New York Attorney - Richard Zweig - pictured with new acquisitions

Meanwhile in the UK I exhibited several times at The Bristol Gallery, where I continue to keep good company, being privileged to show alongside such giants of contemporary art as Matisse, Miro, Picasso and Kandinsky. During 2011 I also showed work at Manchester’s Bureau Gallery, while here in Cornwall my “Lido” show was held at The Stoneman Gallery in Penzance. And following a meeting in late October I am absolutely delighted that I am now being represented by one of the most prestigious galleries in the UK, The ARThouse Gallery in Bournemouth.

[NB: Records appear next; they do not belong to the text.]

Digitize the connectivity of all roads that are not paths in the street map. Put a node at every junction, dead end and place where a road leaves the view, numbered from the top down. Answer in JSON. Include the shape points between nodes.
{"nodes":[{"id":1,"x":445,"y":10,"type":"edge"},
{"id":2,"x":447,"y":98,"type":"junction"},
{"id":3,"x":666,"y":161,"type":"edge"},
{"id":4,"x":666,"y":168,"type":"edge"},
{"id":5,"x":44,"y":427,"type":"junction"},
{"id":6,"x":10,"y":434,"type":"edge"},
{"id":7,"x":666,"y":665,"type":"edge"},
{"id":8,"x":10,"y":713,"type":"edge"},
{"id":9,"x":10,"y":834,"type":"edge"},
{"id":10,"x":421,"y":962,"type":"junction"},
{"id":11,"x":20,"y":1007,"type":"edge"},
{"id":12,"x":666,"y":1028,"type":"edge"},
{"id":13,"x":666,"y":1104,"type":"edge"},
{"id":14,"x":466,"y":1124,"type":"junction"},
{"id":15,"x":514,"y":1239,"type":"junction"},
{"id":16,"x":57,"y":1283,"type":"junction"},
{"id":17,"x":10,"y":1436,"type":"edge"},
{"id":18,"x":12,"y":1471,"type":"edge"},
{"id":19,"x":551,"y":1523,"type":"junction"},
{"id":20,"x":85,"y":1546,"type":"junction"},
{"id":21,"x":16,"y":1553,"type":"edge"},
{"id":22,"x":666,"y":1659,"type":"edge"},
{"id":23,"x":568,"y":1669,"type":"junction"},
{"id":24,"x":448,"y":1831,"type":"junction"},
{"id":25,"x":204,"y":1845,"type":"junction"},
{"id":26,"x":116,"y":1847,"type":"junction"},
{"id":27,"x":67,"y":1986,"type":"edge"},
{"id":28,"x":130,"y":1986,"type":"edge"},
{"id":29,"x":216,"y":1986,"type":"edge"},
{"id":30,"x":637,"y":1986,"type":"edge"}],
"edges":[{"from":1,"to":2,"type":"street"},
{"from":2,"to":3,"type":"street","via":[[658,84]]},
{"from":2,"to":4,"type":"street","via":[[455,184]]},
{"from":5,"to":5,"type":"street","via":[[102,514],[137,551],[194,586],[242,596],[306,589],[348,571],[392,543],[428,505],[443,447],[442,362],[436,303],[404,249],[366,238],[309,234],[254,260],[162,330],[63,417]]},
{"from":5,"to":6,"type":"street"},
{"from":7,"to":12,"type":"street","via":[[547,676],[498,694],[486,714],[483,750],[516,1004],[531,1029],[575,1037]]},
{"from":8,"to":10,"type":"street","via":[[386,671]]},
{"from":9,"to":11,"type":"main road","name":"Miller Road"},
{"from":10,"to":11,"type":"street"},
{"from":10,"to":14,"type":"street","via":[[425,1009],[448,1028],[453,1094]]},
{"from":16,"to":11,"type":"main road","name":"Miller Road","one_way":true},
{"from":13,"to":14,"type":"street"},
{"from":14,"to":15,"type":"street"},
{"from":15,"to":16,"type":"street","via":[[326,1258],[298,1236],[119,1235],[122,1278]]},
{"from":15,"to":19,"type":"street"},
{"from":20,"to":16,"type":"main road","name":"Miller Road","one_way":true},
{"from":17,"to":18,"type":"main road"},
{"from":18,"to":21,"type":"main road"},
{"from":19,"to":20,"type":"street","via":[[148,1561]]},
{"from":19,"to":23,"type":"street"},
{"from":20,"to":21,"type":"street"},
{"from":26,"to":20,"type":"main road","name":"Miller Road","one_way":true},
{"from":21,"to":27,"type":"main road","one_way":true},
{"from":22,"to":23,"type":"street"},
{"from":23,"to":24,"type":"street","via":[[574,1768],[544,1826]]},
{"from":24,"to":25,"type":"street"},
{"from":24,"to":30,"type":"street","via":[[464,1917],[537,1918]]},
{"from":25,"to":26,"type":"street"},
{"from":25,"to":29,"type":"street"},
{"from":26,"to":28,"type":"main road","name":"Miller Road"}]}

Lido - Chris Billington @ The Stoneman Gallery - Private View 13

My recent move into digital work, which complements and coexists with my painting, has been well received and my video and soundtrack work was wholeheartedly endorsed when on December 31st, I was completely taken by surprise when I was informed that “antiSocial Media Generation” has just been awarded the accolade of best video report of 2011 by Korea’s Arirang TV, thus ending the year on a real high.

2091 Radiating Original Thinking (2011) - Chris Billington

I am pleased to say that my support of local and national charities continues to raise much needed funds, via donations of my work, including MacMillan Cancer Support, Cornwall Blind Association and SixbyEight’s Hop Skip & Jump.

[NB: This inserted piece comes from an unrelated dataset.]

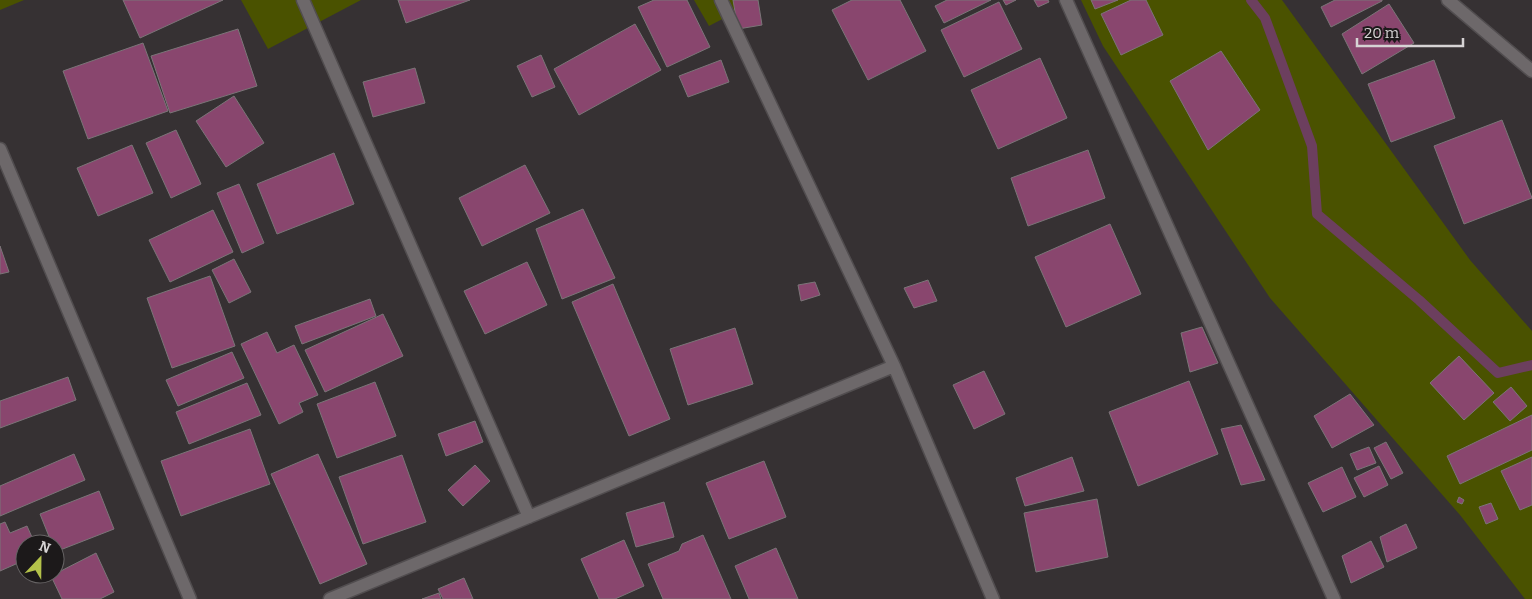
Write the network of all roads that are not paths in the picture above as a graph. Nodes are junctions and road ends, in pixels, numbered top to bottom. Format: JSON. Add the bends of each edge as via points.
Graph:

Macmillan Cancer Support - Chris Billington

Macmillan Cancer Support - Chris Billington

As for 2012…….. my first exhibition takes place in Berlin in February, and work is now well underway for my first show for The ARThouse Gallery, which will go on exhibition in July. Alongside this I have managed to fit in a rather special commission which will be started next week, and a reminder that as my schedule is very busy I will only consider further commission work in the second half of the year. And finally, for those of you who are asking why your work is not yet shown on my website gallery “Selected Works in Private & Public Collections”, I have made a New Year’s Resolution to get more images on the gallery soon!!!!

To my many clients who already own my paintings, to those who have added to their collections in the past 12 months, and those that I have welcomed to my “wonderful world of colour”, in Cornwall, nationally and internationally, immense thanks.

Chris Billington - Cornwall Today - Postcard From An Artist

Finally, in addition to my many clients and customers I would like to say a thank you to some of the people behind the scenes – my New Year’s Honour’s List so to speak – Mark Opie, MAF Räderscheidt, Marcell Perse, Muna Goetze, Stephan Everling, Dr Elisabeth Geschwind, Paul Cabezas, Paul Watts, Regiane Yuki Sabanai, Andrew Price, Mandy Hoare, Darren Hoare, Lee Trewhela, Claudia Mantelli, Jessica Ratty, Jackie Butler, Pete Mcgahan, Alex Wade, Linda Stoneman, Amy Mothersbaugh Roos, Si-in Yang, Remko Spaan, R.A.P.P. Quelle, Sophia Crilly and all members of the German Press who reported on my work during 2011.